Make sure all of your contact information is at the top of your resume and easy to find. You should have your full name, address, email address and phone number (home and cell if you have both). If you have more than one email address, choose one and stick with it. And, while we are on the topic of email addresses, make sure it is business appropriate; email@example.com is not an appropriate email address… unless your last name is Fatguy.
Difficult to Read
Make sure the fonts are consistent. If you put the job title in bold for one job, make sure it is bold for all job titles. This will make it easier for a potential employer to read. I know you want to make your resume concise, but writing it in 5 point font is not the way to do it. Make sure it is readable without a magnifying glass. If you scan your resume to submit it electronically, make sure it scans nicely and is still legible. Also, to keep it professional, don’t use fancy fonts, cute graphics or photos of yourself.
Along the same lines, you want to make sure the order of your resume makes sense. It is best to put your work history in chronological order, with the most recent job at the top. If you recently graduated from school, the education section can go at the very top. A list of publications typically goes at the end. Every recruiter I spoke with voiced their dislike for functional resumes so stay away from that format and stick to the format described above.

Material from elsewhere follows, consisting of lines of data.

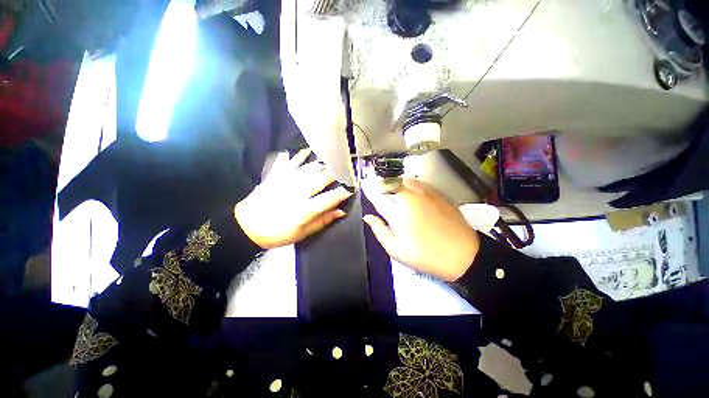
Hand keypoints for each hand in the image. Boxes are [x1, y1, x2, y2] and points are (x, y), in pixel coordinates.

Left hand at [235, 149, 351, 248]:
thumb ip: (322, 221)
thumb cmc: (278, 233)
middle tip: (346, 169)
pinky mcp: (277, 176)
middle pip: (321, 179)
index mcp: (306, 209)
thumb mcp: (302, 233)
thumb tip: (341, 212)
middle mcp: (299, 193)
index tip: (352, 188)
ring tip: (334, 159)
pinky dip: (299, 156)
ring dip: (323, 163)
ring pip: (309, 169)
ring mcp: (287, 182)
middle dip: (336, 173)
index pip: (330, 198)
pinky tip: (307, 150)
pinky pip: (290, 163)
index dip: (343, 192)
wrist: (247, 226)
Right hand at [362, 177, 479, 280]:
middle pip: (391, 183)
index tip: (363, 184)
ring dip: (394, 180)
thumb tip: (368, 217)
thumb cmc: (426, 256)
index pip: (378, 197)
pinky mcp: (438, 193)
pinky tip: (408, 187)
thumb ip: (380, 231)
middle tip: (374, 183)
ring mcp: (426, 194)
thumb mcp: (397, 250)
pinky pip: (418, 182)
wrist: (462, 255)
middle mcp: (410, 199)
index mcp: (398, 214)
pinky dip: (408, 182)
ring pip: (404, 180)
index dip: (369, 189)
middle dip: (380, 182)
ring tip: (389, 184)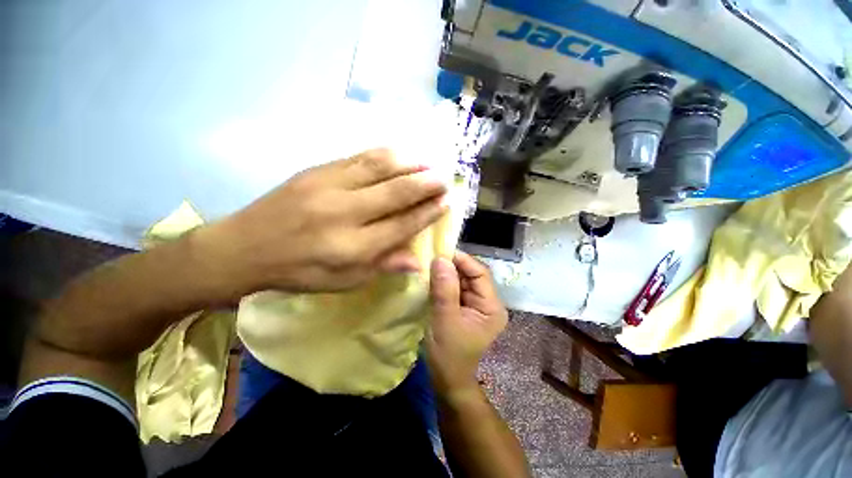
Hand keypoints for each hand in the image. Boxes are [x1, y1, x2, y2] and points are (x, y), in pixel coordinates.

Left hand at [198, 149, 447, 293]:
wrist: (245, 247)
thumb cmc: (300, 272)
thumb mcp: (344, 282)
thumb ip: (383, 266)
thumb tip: (418, 261)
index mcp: (352, 247)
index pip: (401, 225)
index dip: (427, 213)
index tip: (445, 203)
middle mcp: (344, 213)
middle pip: (396, 192)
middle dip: (426, 184)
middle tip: (445, 179)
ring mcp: (328, 186)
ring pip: (379, 167)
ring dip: (409, 163)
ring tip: (428, 163)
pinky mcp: (316, 171)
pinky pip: (358, 157)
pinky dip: (384, 154)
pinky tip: (399, 154)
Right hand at [426, 252, 507, 399]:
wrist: (446, 380)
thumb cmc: (449, 355)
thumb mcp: (445, 321)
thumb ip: (444, 290)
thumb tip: (440, 259)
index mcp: (491, 307)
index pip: (480, 274)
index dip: (462, 261)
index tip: (440, 253)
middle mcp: (487, 302)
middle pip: (471, 275)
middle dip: (452, 266)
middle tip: (431, 258)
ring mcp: (476, 305)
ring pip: (462, 280)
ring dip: (446, 273)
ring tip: (428, 266)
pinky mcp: (464, 307)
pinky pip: (455, 288)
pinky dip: (443, 282)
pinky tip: (431, 278)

Ensure that someone who doesn’t know you or your company can understand what you have done at your previous jobs. This may be the most difficult piece of advice. You are drawing a fine line between being concise and explaining enough. This will take work and multiple revisions. Here are some things that can help: ask someone who does not know what you do to read it and give you feedback, take a look at your job description and get ideas from that, or have someone in career services at your university or alma mater provide advice.

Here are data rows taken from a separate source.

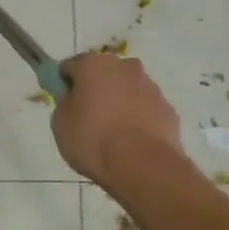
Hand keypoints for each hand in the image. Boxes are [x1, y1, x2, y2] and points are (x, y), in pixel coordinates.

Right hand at [51, 52, 184, 188]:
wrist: (142, 165)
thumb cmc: (93, 139)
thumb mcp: (60, 123)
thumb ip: (66, 104)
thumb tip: (74, 101)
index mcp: (94, 64)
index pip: (72, 65)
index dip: (65, 83)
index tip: (63, 101)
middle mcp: (125, 67)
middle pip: (105, 73)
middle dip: (97, 88)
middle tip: (88, 116)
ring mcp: (151, 87)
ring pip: (128, 89)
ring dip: (120, 102)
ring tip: (113, 134)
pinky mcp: (168, 109)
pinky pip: (146, 109)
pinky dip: (138, 119)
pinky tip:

The space on your resume should be reserved for the coolest/most important/most impressive things you have done in your position. Anyone can schedule meetings using Outlook: what else did you do? When you are writing your bullet points to describe what you did, start with an action word. Use different action words in your resume, and make sure your tenses are consistent. Here’s a great list of resume action words. Try to quantify your contributions and accomplishments by adding numerical values to your resume. For example “Monitored a 20-month project timeline with a $400K+ budget for the implementation of an electronic medical record.”
Tailor your resume to the job! If you see that the position requires experience in Nucleic Acid Purification, you better explain your Nucleic Acid Purification experience! Also, make sure your objective (if you choose to include one— it is not necessary) matches the job.
Include Every Skill… Ever
Just because you have seen someone characterize proteins or program in C++ doesn’t mean you are an expert at it. Be honest about your strengths and don’t present a list of every single technique/programming language/buzz word you can think of.
Ignore the Weird Stuff
If you have a gap in your work history or have bounced from job to job, don’t try to hide it (the recruiter will find it), just explain the circumstances. If the explanation is lengthy, include it in your cover letter. If you were unfortunate and worked for a lot of startups that went out of business, put that information right on the resume.
Although we wish we did, recruiters don’t have time to read through everyone’s 20-page resume. List only your major accomplishments, and write just enough for a recruiter to understand what you can bring to the table. All job duties should be in bullet form, not a paragraph. Also, keep in mind that recruiters don’t always read the whole resume, put your most impressive and important information at the top.
One of the questions I get asked most concerning resumes is whether or not an objective is necessary. The answer is no. If you are a biology postdoc looking to continue lab work, your objective is obvious when you apply for a research position so an objective is not necessary. If you have been working in research and development and are looking to move into marketing, it may be a good idea to have an objective statement explaining that you are indeed looking for marketing jobs so recruiters don’t think you accidentally applied for the wrong position.